Культурная революция лизованных частей света, усиленная все более всеобъемлющими и щедрыми системами социальной защиты, заслонила социальные проблемы. Быть единственным родителем (т. е. главным образом матерью-одиночкой) все еще означало жить в бедности, но в современных государствах «всеобщего благоденствия» это также гарантировало прожиточный минимум и крышу над головой. Пенсионная система, службы социального обеспечения и опеки над престарелыми заботились об одиноких стариках, чьи дети не могли или не хотели думать о своих родителях.

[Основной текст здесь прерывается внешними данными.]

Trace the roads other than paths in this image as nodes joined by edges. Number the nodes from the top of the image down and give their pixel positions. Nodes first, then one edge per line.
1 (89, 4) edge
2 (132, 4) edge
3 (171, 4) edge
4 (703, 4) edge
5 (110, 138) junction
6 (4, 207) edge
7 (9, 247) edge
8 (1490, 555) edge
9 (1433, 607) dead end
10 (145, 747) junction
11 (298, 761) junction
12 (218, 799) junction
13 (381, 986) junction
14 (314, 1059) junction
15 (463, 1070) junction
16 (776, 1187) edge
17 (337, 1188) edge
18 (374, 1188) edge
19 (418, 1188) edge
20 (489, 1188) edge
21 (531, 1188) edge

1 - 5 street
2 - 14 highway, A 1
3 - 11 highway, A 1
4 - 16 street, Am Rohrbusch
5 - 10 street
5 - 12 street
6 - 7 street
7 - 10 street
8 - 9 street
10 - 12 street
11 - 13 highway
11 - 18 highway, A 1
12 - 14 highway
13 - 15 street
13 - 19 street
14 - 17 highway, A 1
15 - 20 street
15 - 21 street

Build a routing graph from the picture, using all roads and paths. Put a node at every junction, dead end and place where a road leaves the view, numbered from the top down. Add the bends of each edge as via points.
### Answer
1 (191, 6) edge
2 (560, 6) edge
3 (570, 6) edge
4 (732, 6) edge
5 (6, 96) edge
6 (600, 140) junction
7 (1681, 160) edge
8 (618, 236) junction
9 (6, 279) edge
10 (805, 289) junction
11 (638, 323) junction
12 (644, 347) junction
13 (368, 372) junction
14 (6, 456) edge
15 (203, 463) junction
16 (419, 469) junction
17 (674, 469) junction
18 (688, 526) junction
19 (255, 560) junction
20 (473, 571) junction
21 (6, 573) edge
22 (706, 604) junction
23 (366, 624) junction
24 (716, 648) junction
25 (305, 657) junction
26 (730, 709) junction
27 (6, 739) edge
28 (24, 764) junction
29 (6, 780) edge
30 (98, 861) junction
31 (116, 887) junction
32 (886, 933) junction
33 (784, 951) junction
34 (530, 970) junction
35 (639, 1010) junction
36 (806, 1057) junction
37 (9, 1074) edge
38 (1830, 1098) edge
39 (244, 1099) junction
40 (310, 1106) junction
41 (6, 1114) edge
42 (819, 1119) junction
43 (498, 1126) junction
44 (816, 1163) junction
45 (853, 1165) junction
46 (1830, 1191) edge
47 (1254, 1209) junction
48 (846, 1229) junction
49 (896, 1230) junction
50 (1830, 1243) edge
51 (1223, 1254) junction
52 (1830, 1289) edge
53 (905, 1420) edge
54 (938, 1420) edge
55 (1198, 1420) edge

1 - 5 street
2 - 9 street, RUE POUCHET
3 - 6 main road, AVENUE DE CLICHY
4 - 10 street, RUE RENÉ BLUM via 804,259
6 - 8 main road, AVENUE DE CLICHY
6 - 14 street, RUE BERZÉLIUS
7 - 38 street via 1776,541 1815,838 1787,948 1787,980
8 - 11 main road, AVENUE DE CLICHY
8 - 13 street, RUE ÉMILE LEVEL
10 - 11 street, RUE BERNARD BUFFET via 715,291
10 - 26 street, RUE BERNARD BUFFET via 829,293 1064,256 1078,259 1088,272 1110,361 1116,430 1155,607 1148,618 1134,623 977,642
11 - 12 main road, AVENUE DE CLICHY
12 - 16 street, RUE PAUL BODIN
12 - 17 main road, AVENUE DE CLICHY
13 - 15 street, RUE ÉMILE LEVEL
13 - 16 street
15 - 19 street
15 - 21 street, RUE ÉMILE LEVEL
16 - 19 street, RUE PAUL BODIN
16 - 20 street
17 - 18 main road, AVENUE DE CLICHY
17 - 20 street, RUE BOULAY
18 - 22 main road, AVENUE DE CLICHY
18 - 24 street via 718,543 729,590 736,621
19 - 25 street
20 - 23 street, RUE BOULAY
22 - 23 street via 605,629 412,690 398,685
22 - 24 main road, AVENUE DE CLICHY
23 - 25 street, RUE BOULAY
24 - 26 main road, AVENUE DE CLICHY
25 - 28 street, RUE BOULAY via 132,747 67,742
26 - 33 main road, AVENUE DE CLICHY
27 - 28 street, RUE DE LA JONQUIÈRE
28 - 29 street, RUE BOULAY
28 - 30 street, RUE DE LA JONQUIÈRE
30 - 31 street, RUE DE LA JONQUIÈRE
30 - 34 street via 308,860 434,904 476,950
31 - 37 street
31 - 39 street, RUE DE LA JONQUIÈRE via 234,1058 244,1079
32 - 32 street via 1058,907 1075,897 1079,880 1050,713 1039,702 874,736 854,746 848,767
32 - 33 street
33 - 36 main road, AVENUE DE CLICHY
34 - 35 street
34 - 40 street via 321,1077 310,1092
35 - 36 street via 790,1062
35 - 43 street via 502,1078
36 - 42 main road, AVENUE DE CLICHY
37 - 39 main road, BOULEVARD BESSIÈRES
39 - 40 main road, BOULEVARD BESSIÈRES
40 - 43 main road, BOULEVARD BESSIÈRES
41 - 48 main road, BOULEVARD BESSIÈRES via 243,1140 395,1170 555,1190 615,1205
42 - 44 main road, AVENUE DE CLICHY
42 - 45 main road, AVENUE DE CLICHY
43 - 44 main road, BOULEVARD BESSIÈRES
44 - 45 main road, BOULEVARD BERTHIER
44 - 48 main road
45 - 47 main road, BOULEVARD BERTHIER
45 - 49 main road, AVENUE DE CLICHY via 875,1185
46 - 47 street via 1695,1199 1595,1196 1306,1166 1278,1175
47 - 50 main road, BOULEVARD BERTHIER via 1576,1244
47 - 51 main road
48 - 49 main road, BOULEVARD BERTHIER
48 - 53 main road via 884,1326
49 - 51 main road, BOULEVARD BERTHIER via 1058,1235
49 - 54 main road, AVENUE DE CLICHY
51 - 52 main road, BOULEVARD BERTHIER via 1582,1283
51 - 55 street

Аналогичным образом осуществлялись и другие функции, некогда бывшие частью семейных обязанностей, например перенесение заботы о детях с матерей на общественные детские ясли и детские сады, чего давно уже требовали социалисты, озабоченные нуждами работающих матерей.
И трезвые расчеты, и историческое развитие, казалось, указывали то же направление, что и различные виды прогрессивной идеологии, включая все те, которые критиковали традиционную семью за то, что она увековечила подчиненное положение женщин, детей и подростков. Кроме того, их объединяла борьба за свободу личности. В материальном отношении государственное
обеспечение было несомненно лучше, чем позволяли возможности большинства семей по причине их бедности или по другим причинам. То, что дети в демократических государствах, переживших мировые войны, были более здоровыми и питались лучше, чем раньше, доказывало эту точку зрения. То, что государства «всеобщего благоденствия» выжили в богатых странах в конце двадцатого века, несмотря на систематические атаки правительств-«рыночников» и их идеологов, подтверждало это. Кроме того, избитым выражением среди социологов и социальных антропологов стало то, что роль семьи «уменьшается по мере укрепления государственных институтов». Так или иначе, она уменьшалась на фоне «роста экономического и социального индивидуализма в индустриальных обществах» (Goody, 1968, р. 402 — 403).